> [EXERCISE]
In the entries below, find the string "Argüello" and return each line holding it.

Content starts

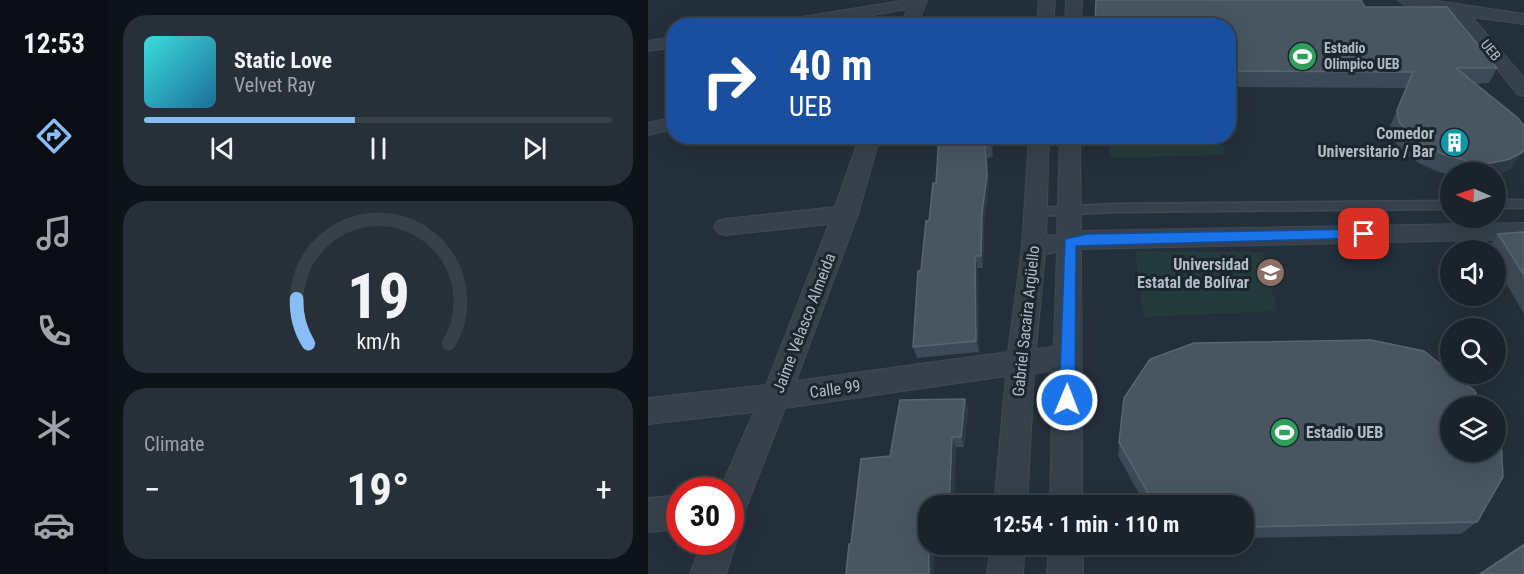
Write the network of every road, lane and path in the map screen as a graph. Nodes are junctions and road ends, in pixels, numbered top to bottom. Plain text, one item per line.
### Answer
1 (1047, 0) edge
2 (1074, 0) edge
3 (1405, 0) edge
4 (918, 1) edge
5 (1458, 10) junction
6 (822, 18) edge
7 (912, 18) edge
8 (1046, 18) edge
9 (1073, 18) edge
10 (1524, 19) edge
11 (666, 43) edge
12 (648, 46) edge
13 (1524, 90) edge
14 (666, 125) edge
15 (648, 129) edge
16 (868, 144) edge
17 (1039, 144) edge
18 (1070, 144) edge
19 (1506, 204) edge
20 (1524, 204) edge
21 (1440, 205) edge
22 (1070, 208) junction
23 (1035, 212) junction
24 (846, 214) junction
25 (726, 227) dead end
26 (1524, 231) edge
27 (1070, 242) junction
28 (1034, 247) junction
29 (1068, 358) junction
30 (1021, 362) junction
31 (776, 397) junction
32 (648, 411) edge
33 (743, 477) edge
34 (1011, 495) edge
35 (1066, 495) edge
36 (666, 513) edge
37 (648, 515) edge
38 (715, 555) edge
39 (1007, 555) edge
40 (1066, 555) edge
41 (708, 574) edge
42 (1005, 574) edge
43 (1065, 574) edge

1 - 8 street
2 - 9 street
3 - 5 street
4 - 6 street
4 - 7 street
5 - 10 street
5 - 13 street, UEB
11 - 12 street
14 - 15 street
16 - 24 street, Jaime Velasco Almeida
17 - 23 street, Gabriel Sacaira Argüello
18 - 22 street
19 - 20 lane
21 - 22 lane
22 - 23 lane
22 - 27 street
23 - 28 street, Gabriel Sacaira Argüello
24 - 25 street
24 - 31 street, Jaime Velasco Almeida
26 - 27 street
27 - 28 street
27 - 29 street
28 - 30 street, Gabriel Sacaira Argüello
29 - 30 street, Calle 99
29 - 35 street
30 - 31 street, Calle 99
30 - 34 street, Gabriel Sacaira Argüello
31 - 32 street, Calle 99
31 - 33 street, Jaime Velasco Almeida
36 - 37 street
38 - 41 street
39 - 42 street
40 - 43 street

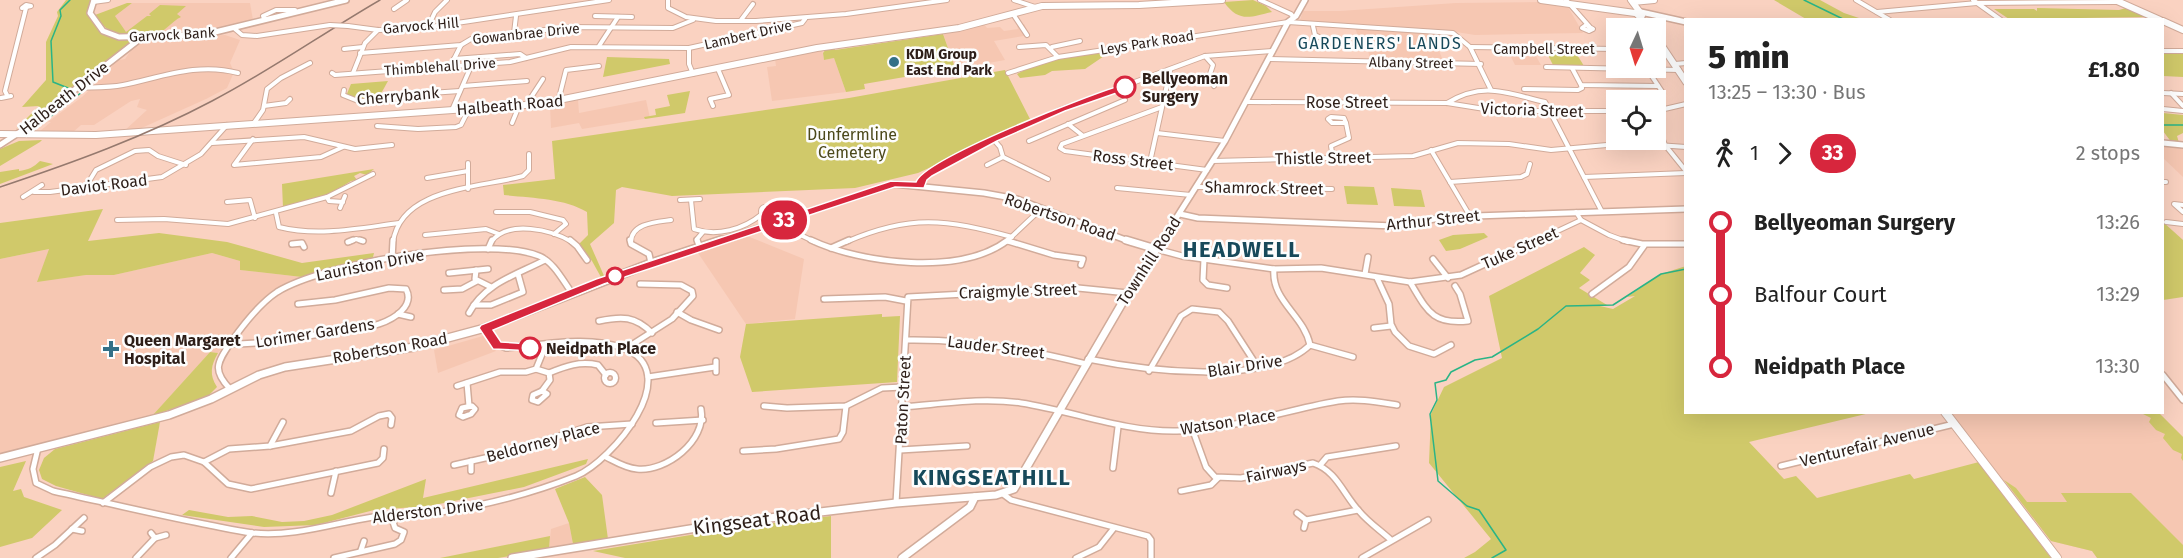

Content ends

> [FINISHED EXERCISE]
17 - 23 street, Gabriel Sacaira Argüello
23 - 28 street, Gabriel Sacaira Argüello
28 - 30 street, Gabriel Sacaira Argüello
30 - 34 street, Gabriel Sacaira Argüello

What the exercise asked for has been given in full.